Print every line below exactly. Skip the pictures.

● ● ●

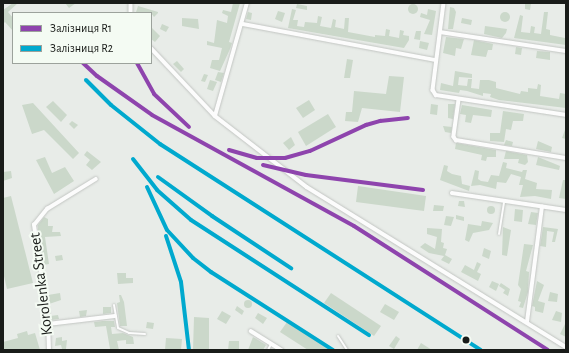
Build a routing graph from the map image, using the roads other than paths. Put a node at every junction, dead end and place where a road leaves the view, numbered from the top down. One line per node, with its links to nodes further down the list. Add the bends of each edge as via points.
1 (247, 3): 3 (street)
2 (444, 3): 4 (street)
3 (243, 24): 7 (street); 10 (street)
4 (440, 32): 6 (street); 7 (street)
5 (152, 49): 10 (street)
6 (566, 51)
7 (436, 60): 8 (street, via 433,90 442,97)
8 (459, 100): 9 (street); 11 (street, via 454,137 456,140)
9 (566, 115)
10 (215, 116): 20 (street, via 307,186)
11 (566, 158)
12 (96, 179): 21 (street, Korolenka Street, via 47,209 34,225)
13 (452, 193): 14 (street)
14 (504, 201): 15 (street); 17 (lane)
15 (542, 207): 16 (street); 20 (street)
16 (566, 210)
17 (499, 234)
18 (114, 305): 19 (lane)
19 (115, 316): 21 (street); 23 (lane, via 122,331)
20 (528, 322): 26 (street)
21 (48, 324): 27 (street, Korolenka Street)
22 (251, 331): 25 (street)
23 (145, 334)
24 (338, 336): 30 (lane)
25 (271, 344): 28 (lane); 29 (street)
26 (566, 347)
27 (49, 350)
28 (268, 350)
29 (282, 350)
30 (347, 350)

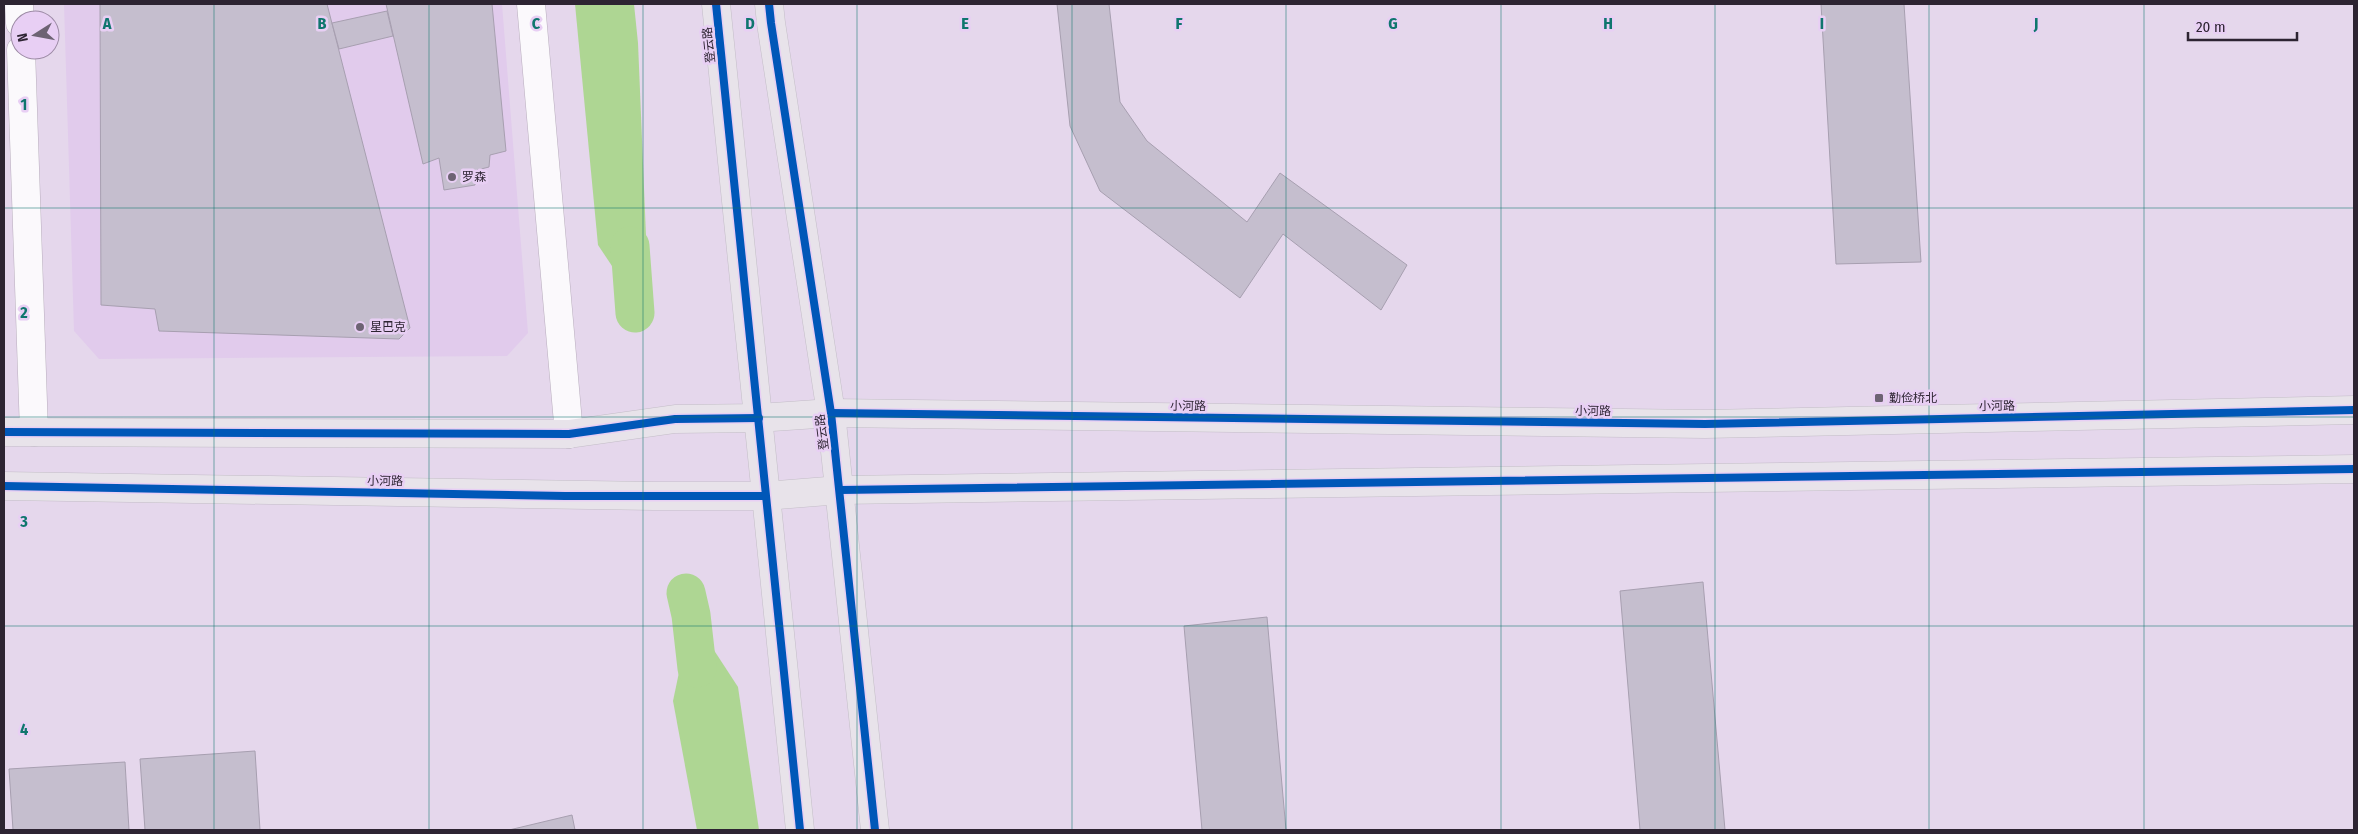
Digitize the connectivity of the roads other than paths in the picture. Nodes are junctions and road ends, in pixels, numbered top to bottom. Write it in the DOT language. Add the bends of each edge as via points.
graph roads {
  1 [pos="531,4"];
  2 [pos="770,14"];
  3 [pos="717,17"];
  4 [pos="21,60"];
  5 [pos="2354,410"];
  6 [pos="831,413"];
  7 [pos="759,418"];
  8 [pos="4,432"];
  9 [pos="34,432"];
  10 [pos="568,434"];
  11 [pos="2354,469"];
  12 [pos="4,486"];
  13 [pos="840,490"];
  14 [pos="765,496"];
  15 [pos="800,830"];
  16 [pos="875,830"];
  1 -- 10 [label="lane"];
  2 -- 6 [label="main road, 登云路"];
  3 -- 7 [label="main road, 登云路"];
  4 -- 9 [label="lane"];
  5 -- 6 [label="main road, 小河路" via="1705,424"];
  6 -- 7 [label="main road, 小河路"];
  6 -- 13 [label="main road, 登云路"];
  7 -- 10 [label="main road, 小河路" via="675,419"];
  7 -- 14 [label="main road, 登云路"];
  8 -- 9 [label="main road, 小河路"];
  9 -- 10 [label="main road, 小河路"];
  11 -- 13 [label="main road, 小河路"];
  12 -- 14 [label="main road, 小河路" via="565,496"];
  13 -- 14 [label="main road, 小河路"];
  13 -- 16 [label="main road, 登云路"];
  14 -- 15 [label="main road, 登云路"];
}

● ● ●

# [SOLUTION TO THE PROBLEM]
Build a routing graph from the map image, using the roads other than paths. Put a node at every junction, dead end and place where a road leaves the view, numbered from the top down. One line per node, with its links to nodes further down the list. Add the bends of each edge as via points.
1 (247, 3): 3 (street)
2 (444, 3): 4 (street)
3 (243, 24): 7 (street); 10 (street)
4 (440, 32): 6 (street); 7 (street)
5 (152, 49): 10 (street)
6 (566, 51)
7 (436, 60): 8 (street, via 433,90 442,97)
8 (459, 100): 9 (street); 11 (street, via 454,137 456,140)
9 (566, 115)
10 (215, 116): 20 (street, via 307,186)
11 (566, 158)
12 (96, 179): 21 (street, Korolenka Street, via 47,209 34,225)
13 (452, 193): 14 (street)
14 (504, 201): 15 (street); 17 (lane)
15 (542, 207): 16 (street); 20 (street)
16 (566, 210)
17 (499, 234)
18 (114, 305): 19 (lane)
19 (115, 316): 21 (street); 23 (lane, via 122,331)
20 (528, 322): 26 (street)
21 (48, 324): 27 (street, Korolenka Street)
22 (251, 331): 25 (street)
23 (145, 334)
24 (338, 336): 30 (lane)
25 (271, 344): 28 (lane); 29 (street)
26 (566, 347)
27 (49, 350)
28 (268, 350)
29 (282, 350)
30 (347, 350)

Digitize the connectivity of the roads other than paths in the picture. Nodes are junctions and road ends, in pixels, numbered top to bottom. Write it in the DOT language. Add the bends of each edge as via points.
graph roads {
  1 [pos="531,4"];
  2 [pos="770,14"];
  3 [pos="717,17"];
  4 [pos="21,60"];
  5 [pos="2354,410"];
  6 [pos="831,413"];
  7 [pos="759,418"];
  8 [pos="4,432"];
  9 [pos="34,432"];
  10 [pos="568,434"];
  11 [pos="2354,469"];
  12 [pos="4,486"];
  13 [pos="840,490"];
  14 [pos="765,496"];
  15 [pos="800,830"];
  16 [pos="875,830"];
  1 -- 10 [label="lane"];
  2 -- 6 [label="main road, 登云路"];
  3 -- 7 [label="main road, 登云路"];
  4 -- 9 [label="lane"];
  5 -- 6 [label="main road, 小河路" via="1705,424"];
  6 -- 7 [label="main road, 小河路"];
  6 -- 13 [label="main road, 登云路"];
  7 -- 10 [label="main road, 小河路" via="675,419"];
  7 -- 14 [label="main road, 登云路"];
  8 -- 9 [label="main road, 小河路"];
  9 -- 10 [label="main road, 小河路"];
  11 -- 13 [label="main road, 小河路"];
  12 -- 14 [label="main road, 小河路" via="565,496"];
  13 -- 14 [label="main road, 小河路"];
  13 -- 16 [label="main road, 登云路"];
  14 -- 15 [label="main road, 登云路"];
}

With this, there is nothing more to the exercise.